The weeks became months so gradually that neither of them could have pointed to the moment things changed. There wasn’t one. No falling out or misunderstanding. No conscious decision to stop calling. Life simply grew larger around them. The tour kept moving. London. Paris. Rome. Cologne. Every city arrived with another airport, another hotel room, another stadium large enough to swallow him whole before sending him somewhere else to do it all again. Days stopped existing as individual memories and became pieces of a routine so rehearsed he barely needed to think anymore.
Wake up. Rehearse. Interviews. Soundcheck. Perform. Sleep. Repeat. Sometimes he’d wake in the middle of the night and have to pull back the curtains just to remember what country he was in.
Meanwhile, thousands of miles away, her own life refused to slow down either. The album she’d spent months pouring herself into was finally becoming real. Recording sessions gave way to rehearsals. Rehearsals, wardrobe fittings, choreography meetings, photo shoots, interviews. Suddenly there were people everywhere, each responsible for a different need of her. Stylists discussing image. Executives discussing singles. Publicists deciding how the world would meet her before she’d fully figured it out herself.
Success had a strange way of convincing everyone they knew what came next. (Name) was simply trying to keep up.
The distance stopped feeling temporary when it became increasingly difficult to find a spot of the day that belonged only to them. He still thought about calling. She still thought about calling. But the thoughts always seemed to arrive at inconvenient hours. He’d reach for the telephone only to remember she was probably asleep. She’d hear something that reminded her of him, glance at the clock, and realize he was probably somewhere beneath stadium lights on the other side of the world. “Tomorrow” quietly became next week. Next week became another country. Months passed before either of them realized how long it had actually been.
And somehow, despite all of it, neither of them doubted the other was still there. That was almost the cruelest part. The closeness itself hadn’t disappeared in their hearts, it had only lost its place in the day. Every instinct remained like when she still found herself collecting little stories to tell him before remembering there was no guarantee she’d reach him that week and when he would pick up little trinkets that reminded him of her.
The pluse was still beating with no place to put it.
Then one afternoon in a random European city, she found him—not in person or through a phone call, if course.
But through a television.
Someone had left it playing in the dressing room while the crew reset equipment between rehearsals. Conversations drifted lazily through the room, a production assistant crossed in front of the screen carrying schedules while a few dancers watched the screen with excited smiles.

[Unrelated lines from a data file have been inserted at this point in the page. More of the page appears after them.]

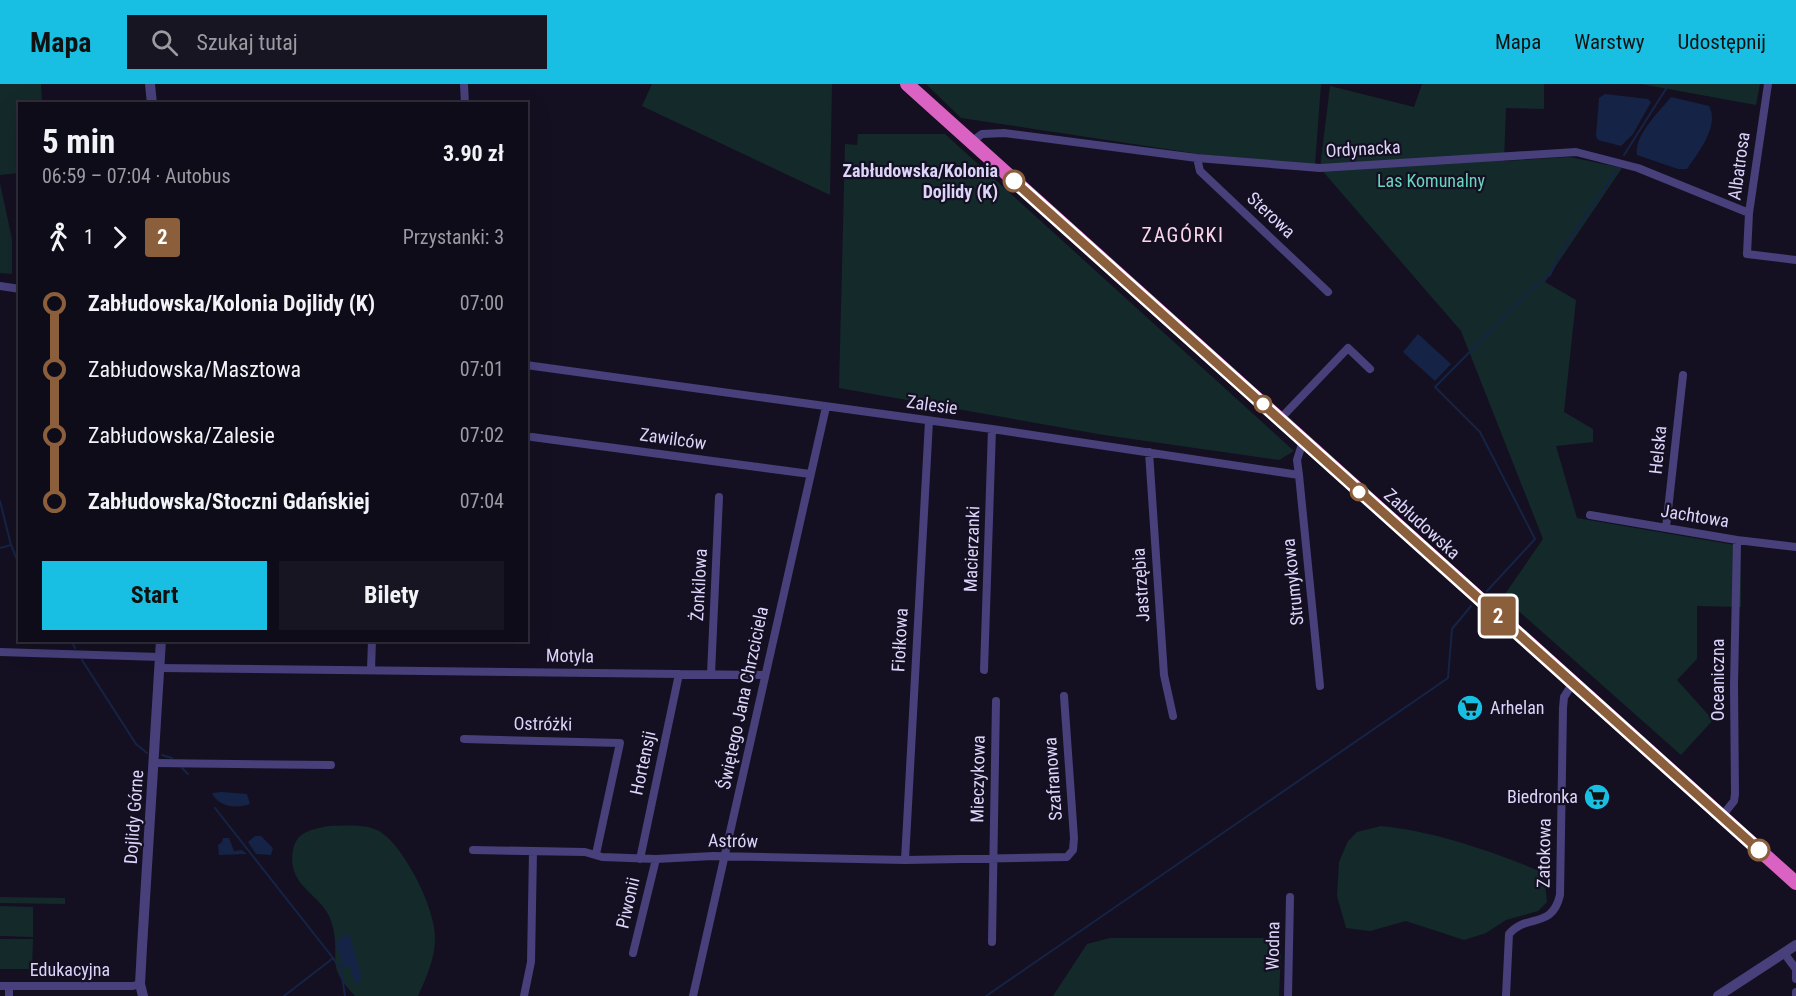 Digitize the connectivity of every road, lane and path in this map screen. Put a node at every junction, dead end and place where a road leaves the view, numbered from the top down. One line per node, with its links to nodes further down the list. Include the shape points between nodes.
1 (150, 84): 5 (street)
2 (464, 84): 6 (street)
3 (907, 84): 7 (highway, Zabłudowska)
4 (1768, 84): 9 (street, Albatrosa)
5 (152, 102)
6 (465, 102)
7 (971, 142): 8 (street, Ordynacka, via 982,134 1004,133); 18 (highway, Zabłudowska)
8 (1197, 159): 9 (street, Ordynacka, via 1338,168 1576,152 1638,168); 13 (street, Sterowa, via 1200,171)
9 (1749, 213): 10 (street, Albatrosa, via 1747,254)
10 (1796, 260)
11 (0, 286): 12 (street)
12 (18, 289)
13 (1328, 292)
14 (528, 365): 17 (street, Zalesie)
15 (1370, 369): 18 (street, via 1348,348)
16 (1683, 375): 28 (street, Helska)
17 (826, 407): 19 (street, Zalesie); 24 (street, Świętego Jana Chrzciciela)
18 (1280, 419): 22 (highway, Zabłudowska)
19 (929, 421): 20 (street, Zalesie); 57 (street, Fiołkowa)
20 (993, 429): 23 (street, Zalesie); 36 (street, Macierzanki)
21 (532, 437): 24 (street, Zawilców)
22 (1303, 441): 25 (street, via 1297,460); 40 (highway, Zabłudowska)
23 (1149, 452): 25 (street, Zalesie); 44 (street, Jastrzębia, via 1164,675)
24 (810, 474): 39 (street, Świętego Jana Chrzciciela)
25 (1299, 475): 41 (street, Strumykowa)
26 (719, 497): 38 (street, Żonkilowa)
27 (1590, 515): 28 (street, Jachtowa)
28 (1666, 528): 29 (street, Jachtowa)
29 (1737, 540): 30 (street, Jachtowa); 48 (street, Oceaniczna, via 1735,794)
30 (1796, 547)
31 (161, 642): 34 (street, Dojlidy Górne)
32 (372, 642): 35 (street)
33 (0, 652): 34 (street, Motyla)
34 (160, 662): 35 (street, Motyla); 46 (street, Dojlidy Górne)
35 (371, 670): 37 (street, Motyla)
36 (984, 670)
37 (680, 674): 38 (street, Motyla); 55 (street, Hortensji)
38 (711, 674): 39 (street, Motyla)
39 (764, 675): 52 (street, Świętego Jana Chrzciciela)
40 (1573, 683): 48 (highway, Zabłudowska); 72 (street, Zatokowa, via 1564,697 1563,708 1560,896 1551,915 1514,928 1509,934)
41 (1320, 686)
42 (1064, 696): 54 (street, Szafranowa, via 1074,838 1073,850)
43 (996, 701): 53 (street, Mieczykowa)
44 (1173, 716)
45 (464, 739): 51 (street, Ostróżki, via 620,743)
46 (154, 763): 47 (street); 65 (street, Dojlidy Górne)
47 (331, 765)
48 (1722, 816): 58 (highway, Zabłudowska)
49 (473, 850): 50 (street, Astrów)
50 (533, 851): 51 (street, Astrów); 69 (street, via 531,962)
51 (596, 854): 55 (street, Astrów)
52 (724, 857): 56 (street, Astrów); 57 (street, Astrów); 70 (street, Świętego Jana Chrzciciela)
53 (993, 857): 54 (street, Astrów); 57 (street, Astrów); 60 (street, Mieczykowa)
54 (1067, 857)
55 (640, 859): 56 (street, Astrów)
56 (656, 859): 62 (street, Piwonii)
57 (905, 860)
58 (1796, 883)
59 (1290, 897): 71 (street, Wodna)
60 (992, 942)
61 (1796, 945): 63 (street)
62 (633, 953)
63 (1784, 953): 64 (street, via 1796,969); 73 (street)
64 (1796, 978)
65 (140, 984): 66 (street, Edukacyjna); 68 (street, Dojlidy Górne)
66 (5, 986): 67 (street)
67 (9, 996)
68 (143, 996)
69 (524, 996)
70 (693, 996)
71 (1288, 996)
72 (1506, 996)
73 (1718, 996)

Michael wasn’t paying attention until he heard her name leave one of their mouths and his attention lifted almost involuntarily. The screen changed and there she was—he recognized her immediately, his heart skipping a beat as he crossed his arms over his chest.
It was her. Right there on the screen. And she looked so.. different since the last time he saw her. Granted, she was sobbing but in his memory she looked more girlish—childish and juvinile in a way. Always a pretty girl but.

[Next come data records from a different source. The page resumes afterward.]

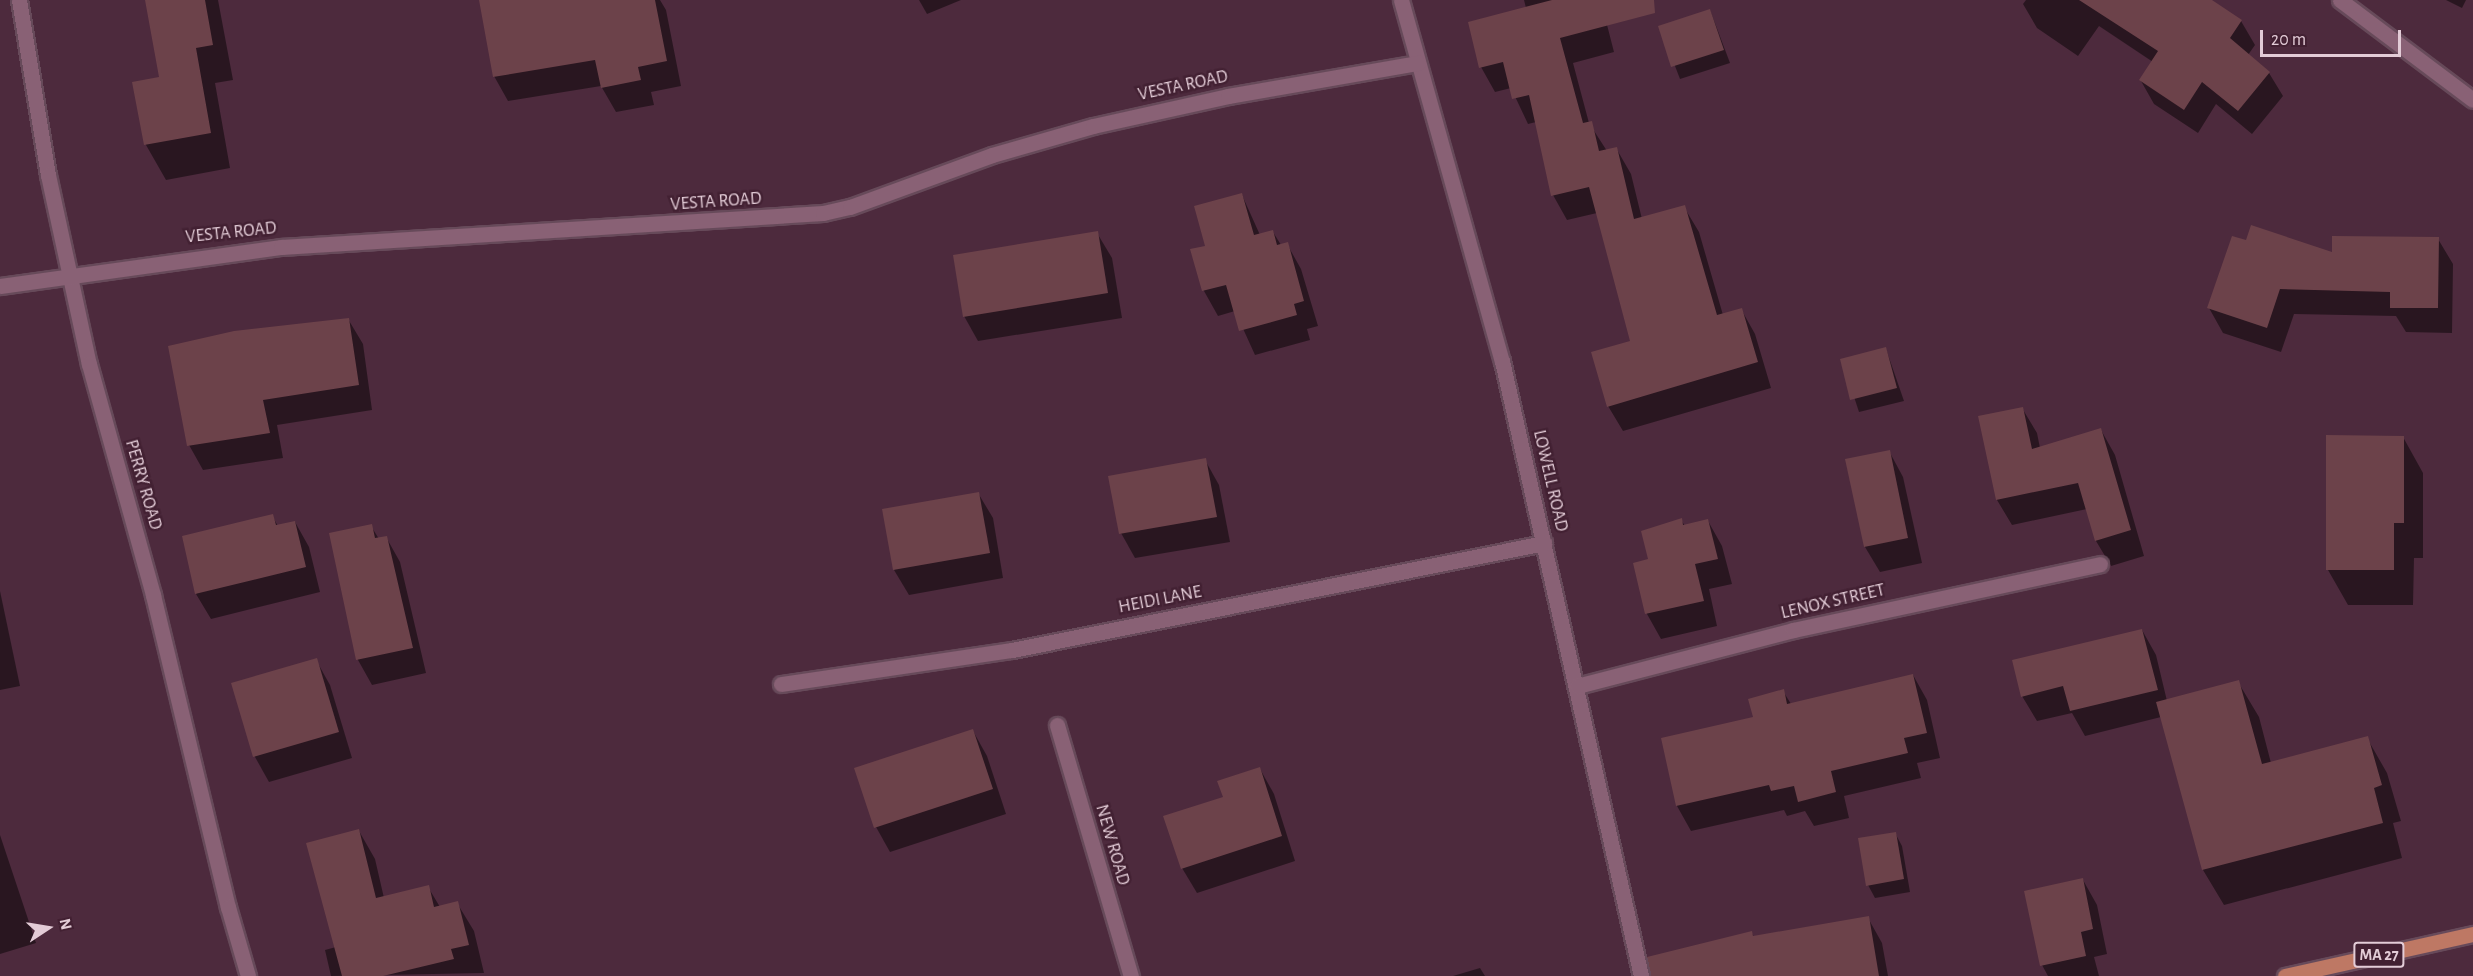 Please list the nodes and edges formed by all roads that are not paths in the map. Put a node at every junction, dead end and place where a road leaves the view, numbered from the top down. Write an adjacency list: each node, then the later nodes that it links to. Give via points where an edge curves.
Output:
1 (20, 0): 6 (street, PERRY ROAD)
2 (1401, 0): 4 (street, LOWELL ROAD)
3 (2340, 0): 5 (street)
4 (1418, 63): 6 (street, VESTA ROAD, via 1228,96 1093,126 992,155 850,207 823,213 281,247); 8 (street, LOWELL ROAD, via 1493,330)
5 (2473, 100)
6 (69, 276): 7 (street, VESTA ROAD); 14 (street, PERRY ROAD)
7 (0, 286)
8 (1544, 543): 10 (street, HEIDI LANE, via 1012,650); 11 (street, LOWELL ROAD)
9 (2100, 564): 11 (street, LENOX STREET, via 1804,628)
10 (781, 684)
11 (1577, 686): 16 (street, LOWELL ROAD)
12 (1057, 725): 15 (street, NEW ROAD)
13 (2473, 934): 17 (main road, MA 27)
14 (248, 976)
15 (1131, 976)
16 (1641, 976)
17 (2285, 976)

Her eyes were the first thing that got him.
He’d always believed eyes were the only part of a person incapable of lying. Smiles could be mimicked and voices could soften. Hands learned where to rest. But eyes always surrendered something, whether their owner meant them to or not. They were the closest thing people had to a window into the soul, it’s why he enjoyed wearing sunglasses so much.
Hers had always been impossibly easy to read. Open in a way that almost nobody was anymore. Honest. Curious. Entirely without calculation. It had been one of the first things he’s noticed about her, and one of the reasons he’d trusted her long before he’d understood why.
But this..
This was different.
Goodness.. she was pretty—beautiful even.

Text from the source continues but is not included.